* [Exercise aim]: Transcribe every line of the entries exactly.

══ The data

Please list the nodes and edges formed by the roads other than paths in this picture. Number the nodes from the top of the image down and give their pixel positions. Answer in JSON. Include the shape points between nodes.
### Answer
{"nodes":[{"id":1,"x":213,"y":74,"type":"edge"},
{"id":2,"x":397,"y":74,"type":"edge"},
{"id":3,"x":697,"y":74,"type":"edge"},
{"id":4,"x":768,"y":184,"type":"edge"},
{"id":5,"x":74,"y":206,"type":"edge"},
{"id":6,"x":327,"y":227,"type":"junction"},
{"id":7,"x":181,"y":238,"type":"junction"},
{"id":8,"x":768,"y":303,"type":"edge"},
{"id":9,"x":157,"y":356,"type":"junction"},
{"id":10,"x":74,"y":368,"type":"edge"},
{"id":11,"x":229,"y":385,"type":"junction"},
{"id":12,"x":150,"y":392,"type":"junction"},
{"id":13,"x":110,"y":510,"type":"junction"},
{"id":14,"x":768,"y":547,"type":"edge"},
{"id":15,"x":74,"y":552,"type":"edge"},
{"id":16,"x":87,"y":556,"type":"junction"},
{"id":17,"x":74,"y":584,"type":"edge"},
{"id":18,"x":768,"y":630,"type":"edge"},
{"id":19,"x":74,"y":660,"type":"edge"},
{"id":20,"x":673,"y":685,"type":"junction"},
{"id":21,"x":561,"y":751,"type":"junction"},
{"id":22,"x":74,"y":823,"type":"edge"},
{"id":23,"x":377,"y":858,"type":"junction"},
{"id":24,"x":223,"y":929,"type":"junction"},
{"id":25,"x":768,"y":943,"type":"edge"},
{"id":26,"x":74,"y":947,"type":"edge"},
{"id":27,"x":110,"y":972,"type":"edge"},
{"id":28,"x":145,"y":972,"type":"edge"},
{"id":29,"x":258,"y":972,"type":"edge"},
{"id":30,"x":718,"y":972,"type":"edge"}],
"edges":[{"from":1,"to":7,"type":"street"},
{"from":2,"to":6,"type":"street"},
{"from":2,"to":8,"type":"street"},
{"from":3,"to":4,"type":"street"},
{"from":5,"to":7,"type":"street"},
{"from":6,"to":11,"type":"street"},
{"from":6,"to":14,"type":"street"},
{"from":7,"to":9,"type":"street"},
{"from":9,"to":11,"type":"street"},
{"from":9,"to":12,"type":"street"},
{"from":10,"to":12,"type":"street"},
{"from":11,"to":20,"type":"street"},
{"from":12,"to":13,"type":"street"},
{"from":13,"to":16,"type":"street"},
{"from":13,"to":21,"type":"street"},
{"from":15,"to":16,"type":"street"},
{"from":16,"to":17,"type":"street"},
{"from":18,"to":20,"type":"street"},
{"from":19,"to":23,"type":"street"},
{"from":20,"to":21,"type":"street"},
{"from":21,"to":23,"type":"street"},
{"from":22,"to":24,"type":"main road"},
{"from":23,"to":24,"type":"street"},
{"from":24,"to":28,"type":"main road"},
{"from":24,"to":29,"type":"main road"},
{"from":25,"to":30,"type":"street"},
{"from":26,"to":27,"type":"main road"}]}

════

* [Response]:
Please list the nodes and edges formed by the roads other than paths in this picture. Number the nodes from the top of the image down and give their pixel positions. Answer in JSON. Include the shape points between nodes.
### Answer
{"nodes":[{"id":1,"x":213,"y":74,"type":"edge"},
{"id":2,"x":397,"y":74,"type":"edge"},
{"id":3,"x":697,"y":74,"type":"edge"},
{"id":4,"x":768,"y":184,"type":"edge"},
{"id":5,"x":74,"y":206,"type":"edge"},
{"id":6,"x":327,"y":227,"type":"junction"},
{"id":7,"x":181,"y":238,"type":"junction"},
{"id":8,"x":768,"y":303,"type":"edge"},
{"id":9,"x":157,"y":356,"type":"junction"},
{"id":10,"x":74,"y":368,"type":"edge"},
{"id":11,"x":229,"y":385,"type":"junction"},
{"id":12,"x":150,"y":392,"type":"junction"},
{"id":13,"x":110,"y":510,"type":"junction"},
{"id":14,"x":768,"y":547,"type":"edge"},
{"id":15,"x":74,"y":552,"type":"edge"},
{"id":16,"x":87,"y":556,"type":"junction"},
{"id":17,"x":74,"y":584,"type":"edge"},
{"id":18,"x":768,"y":630,"type":"edge"},
{"id":19,"x":74,"y":660,"type":"edge"},
{"id":20,"x":673,"y":685,"type":"junction"},
{"id":21,"x":561,"y":751,"type":"junction"},
{"id":22,"x":74,"y":823,"type":"edge"},
{"id":23,"x":377,"y":858,"type":"junction"},
{"id":24,"x":223,"y":929,"type":"junction"},
{"id":25,"x":768,"y":943,"type":"edge"},
{"id":26,"x":74,"y":947,"type":"edge"},
{"id":27,"x":110,"y":972,"type":"edge"},
{"id":28,"x":145,"y":972,"type":"edge"},
{"id":29,"x":258,"y":972,"type":"edge"},
{"id":30,"x":718,"y":972,"type":"edge"}],
"edges":[{"from":1,"to":7,"type":"street"},
{"from":2,"to":6,"type":"street"},
{"from":2,"to":8,"type":"street"},
{"from":3,"to":4,"type":"street"},
{"from":5,"to":7,"type":"street"},
{"from":6,"to":11,"type":"street"},
{"from":6,"to":14,"type":"street"},
{"from":7,"to":9,"type":"street"},
{"from":9,"to":11,"type":"street"},
{"from":9,"to":12,"type":"street"},
{"from":10,"to":12,"type":"street"},
{"from":11,"to":20,"type":"street"},
{"from":12,"to":13,"type":"street"},
{"from":13,"to":16,"type":"street"},
{"from":13,"to":21,"type":"street"},
{"from":15,"to":16,"type":"street"},
{"from":16,"to":17,"type":"street"},
{"from":18,"to":20,"type":"street"},
{"from":19,"to":23,"type":"street"},
{"from":20,"to":21,"type":"street"},
{"from":21,"to":23,"type":"street"},
{"from":22,"to":24,"type":"main road"},
{"from":23,"to":24,"type":"street"},
{"from":24,"to":28,"type":"main road"},
{"from":24,"to":29,"type":"main road"},
{"from":25,"to":30,"type":"street"},
{"from":26,"to":27,"type":"main road"}]}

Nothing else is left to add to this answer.